Una vez que secuenciaron los centrómeros entre especies, el equipo estimó la rapidez con la que evolucionaban. Estas regiones cromosómicas centrales mutaron poco más de cuatro veces más rápido que las regiones del genoma ricas en genes. Normalmente, las estructuras biológicas con funciones esenciales se conservan evolutivamente, pero, paradójicamente, los centrómeros ignoran estas reglas. «Están evolucionando rápidamente y nadie sabe realmente por qué», afirmó Dalal.
El equipo aún tiene que descifrar cuál de estas características del centrómero predispone a las células a una división cromosómica defectuosa durante la división celular. «Mi hipótesis es que tener un centrómero demasiado pequeño o tener un centrómero demasiado grande son situaciones negativas», dijo Logsdon. Demasiado pequeño y la célula podría tener dificultades para unir los cromosomas antes de separarlos durante la división celular. Demasiado grande y la célula podría unir el cromosoma en dos sitios, rompiendo el cromosoma en un tira y afloja entre las dos nuevas células.
Si los investigadores caracterizan qué características del centrómero conducen a una división cromosómica desigual, eventualmente podrían predecir la probabilidad de tener un hijo con una condición de aneuploidía antes del embarazo, dijo Logsdon.
La aneuploidía también ocurre en Cánceres y células envejecidas.que están plagados de mutaciones, y Logsdon plantea la hipótesis de que la variación centromérica en particular podría explicar estos fenómenos.8 En el futuro, planea estudiar cómo varían los centrómeros a lo largo de la vida y en tumores versus tejidos sanos, con la esperanza de identificar cómo el núcleo del cromosoma contribuye al envejecimiento y las enfermedades.
Referencias
1. Fukagawa T, Earnshaw WC. El centrómero: base de la cromatina para la maquinaria del cinetocoro. Célula de desarrollo. 2014;30(5):496-508.
2. Hultén MA, et al. Sobre el origen de la trisomía 21 síndrome de Down. Mol citogenet. 2008;1(1):21.

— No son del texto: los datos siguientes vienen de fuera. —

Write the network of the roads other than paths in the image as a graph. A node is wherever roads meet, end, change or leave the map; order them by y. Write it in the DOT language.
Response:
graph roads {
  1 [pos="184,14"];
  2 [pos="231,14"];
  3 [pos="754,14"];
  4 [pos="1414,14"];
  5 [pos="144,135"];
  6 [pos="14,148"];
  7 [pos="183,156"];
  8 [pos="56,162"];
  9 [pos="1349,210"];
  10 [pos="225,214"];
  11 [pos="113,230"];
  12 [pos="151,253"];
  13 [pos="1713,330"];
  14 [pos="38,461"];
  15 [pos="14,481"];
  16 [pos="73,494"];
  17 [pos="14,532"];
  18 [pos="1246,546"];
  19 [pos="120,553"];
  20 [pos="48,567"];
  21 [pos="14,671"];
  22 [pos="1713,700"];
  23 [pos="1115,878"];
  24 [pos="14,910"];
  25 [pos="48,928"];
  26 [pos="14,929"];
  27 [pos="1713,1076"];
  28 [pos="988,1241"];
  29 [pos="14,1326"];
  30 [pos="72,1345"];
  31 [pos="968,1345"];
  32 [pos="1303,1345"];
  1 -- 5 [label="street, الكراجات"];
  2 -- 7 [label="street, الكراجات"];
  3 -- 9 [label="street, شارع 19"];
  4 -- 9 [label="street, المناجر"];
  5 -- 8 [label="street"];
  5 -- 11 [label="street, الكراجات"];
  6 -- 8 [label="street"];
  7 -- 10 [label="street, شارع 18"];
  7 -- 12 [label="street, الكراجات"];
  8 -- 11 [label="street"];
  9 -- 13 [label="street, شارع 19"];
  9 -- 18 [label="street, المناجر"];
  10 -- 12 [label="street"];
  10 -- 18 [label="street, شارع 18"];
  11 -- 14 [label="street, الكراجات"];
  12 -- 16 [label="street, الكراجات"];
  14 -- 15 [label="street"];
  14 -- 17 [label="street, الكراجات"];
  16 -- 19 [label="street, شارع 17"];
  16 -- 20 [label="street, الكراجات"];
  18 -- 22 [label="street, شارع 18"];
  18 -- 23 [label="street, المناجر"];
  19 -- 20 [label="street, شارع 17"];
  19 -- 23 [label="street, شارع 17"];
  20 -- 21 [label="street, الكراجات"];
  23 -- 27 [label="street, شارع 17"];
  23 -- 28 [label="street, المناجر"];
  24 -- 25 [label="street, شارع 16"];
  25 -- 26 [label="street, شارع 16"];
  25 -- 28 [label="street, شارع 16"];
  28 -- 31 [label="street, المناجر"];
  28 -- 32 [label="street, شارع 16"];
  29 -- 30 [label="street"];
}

3. Logsdon GA, et al. La variación y evolución de los centrómeros humanos completos.. Naturaleza. 2024;629(8010):136-145.
4. Goodwin S, et al. Secuenciación de Oxford Nanopore, corrección de errores híbridos y de novo ensamblaje de un genoma eucariota. Res del genoma. 2015;25(11):1750-1756.

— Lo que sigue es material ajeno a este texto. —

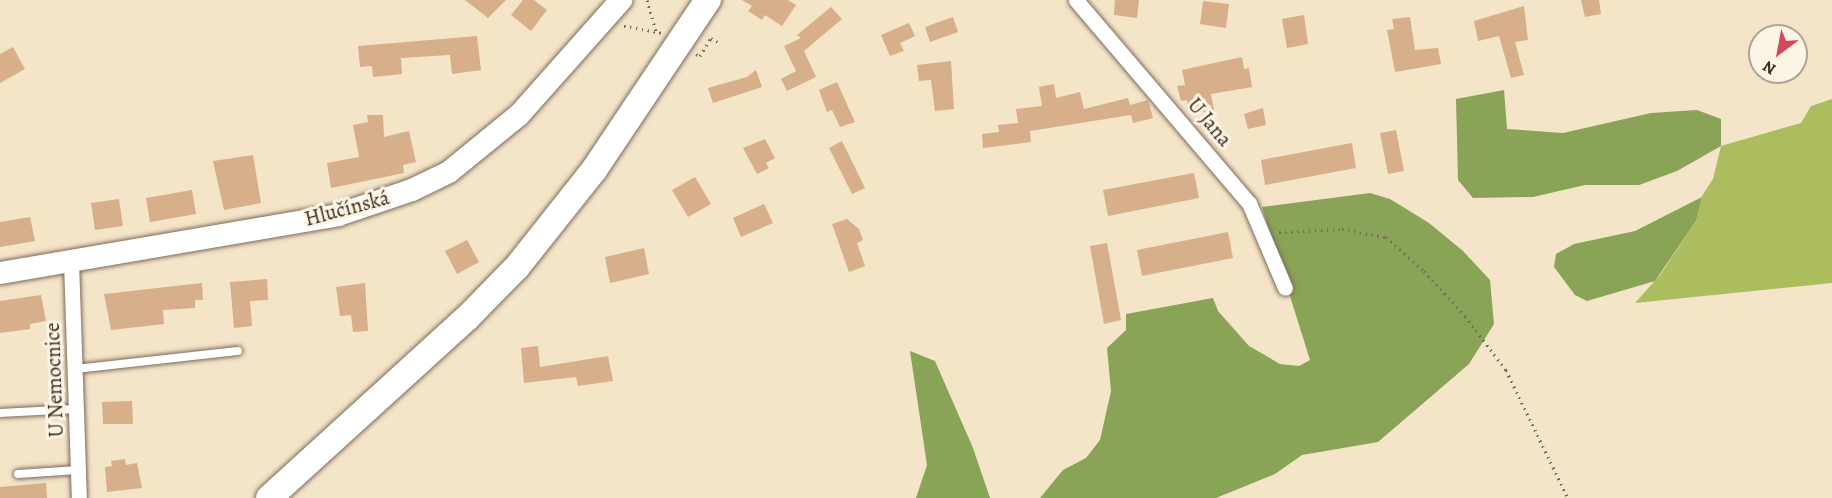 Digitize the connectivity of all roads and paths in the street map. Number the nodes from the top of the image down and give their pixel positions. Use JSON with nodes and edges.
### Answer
{"nodes":[{"id":1,"x":621,"y":0,"type":"edge"},
{"id":2,"x":647,"y":0,"type":"edge"},
{"id":3,"x":708,"y":0,"type":"edge"},
{"id":4,"x":1076,"y":0,"type":"edge"},
{"id":5,"x":602,"y":24,"type":"junction"},
{"id":6,"x":656,"y":30,"type":"junction"},
{"id":7,"x":668,"y":36,"type":"dead end"},
{"id":8,"x":718,"y":42,"type":"dead end"},
{"id":9,"x":692,"y":52,"type":"dead end"},
{"id":10,"x":1262,"y":233,"type":"junction"},
{"id":11,"x":71,"y":261,"type":"junction"},
{"id":12,"x":0,"y":273,"type":"edge"},
{"id":13,"x":1285,"y":288,"type":"dead end"},
{"id":14,"x":238,"y":351,"type":"dead end"},
{"id":15,"x":75,"y":369,"type":"junction"},
{"id":16,"x":76,"y":409,"type":"junction"},
{"id":17,"x":0,"y":413,"type":"edge"},
{"id":18,"x":78,"y":470,"type":"junction"},
{"id":19,"x":18,"y":474,"type":"dead end"},
{"id":20,"x":79,"y":498,"type":"edge"},
{"id":21,"x":269,"y":498,"type":"edge"},
{"id":22,"x":1568,"y":498,"type":"edge"}],
"edges":[{"from":1,"to":5,"type":"street","name":"Hlučínská"},
{"from":2,"to":6,"type":"path"},
{"from":3,"to":21,"type":"main road"},
{"from":4,"to":10,"type":"street","name":"U Jana"},
{"from":5,"to":6,"type":"path"},
{"from":5,"to":11,"type":"street","name":"Hlučínská"},
{"from":6,"to":7,"type":"path"},
{"from":8,"to":9,"type":"path"},
{"from":10,"to":13,"type":"street","name":"U Jana"},
{"from":10,"to":22,"type":"path"},
{"from":11,"to":12,"type":"street","name":"Hlučínská"},
{"from":11,"to":15,"type":"street","name":"U Nemocnice"},
{"from":14,"to":15,"type":"lane"},
{"from":15,"to":16,"type":"street","name":"U Nemocnice"},
{"from":16,"to":17,"type":"lane"},
{"from":16,"to":18,"type":"street","name":"U Nemocnice"},
{"from":18,"to":19,"type":"lane"},
{"from":18,"to":20,"type":"street","name":"U Nemocnice"}]}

5. Rhoads A, Au KF. Secuenciación PacBio y sus aplicaciones.. Genómica Proteómica Bioinformática. 2015;13(5):278-289.
6. Liao WW, et al. Un borrador de referencia del pangenoma humano.. Naturaleza. 2023;617(7960):312-324.
7. Ebert P, et al. Diversos genomas humanos resueltos por haplotipos y análisis integrado de variación estructural.. Ciencia. 2021;372(6537):eabf7117.
8. Naylor RM, Van Deursen JM. Aneuploidía en el cáncer y el envejecimiento. Annu Rev Genet. 2016;50(1):45-66.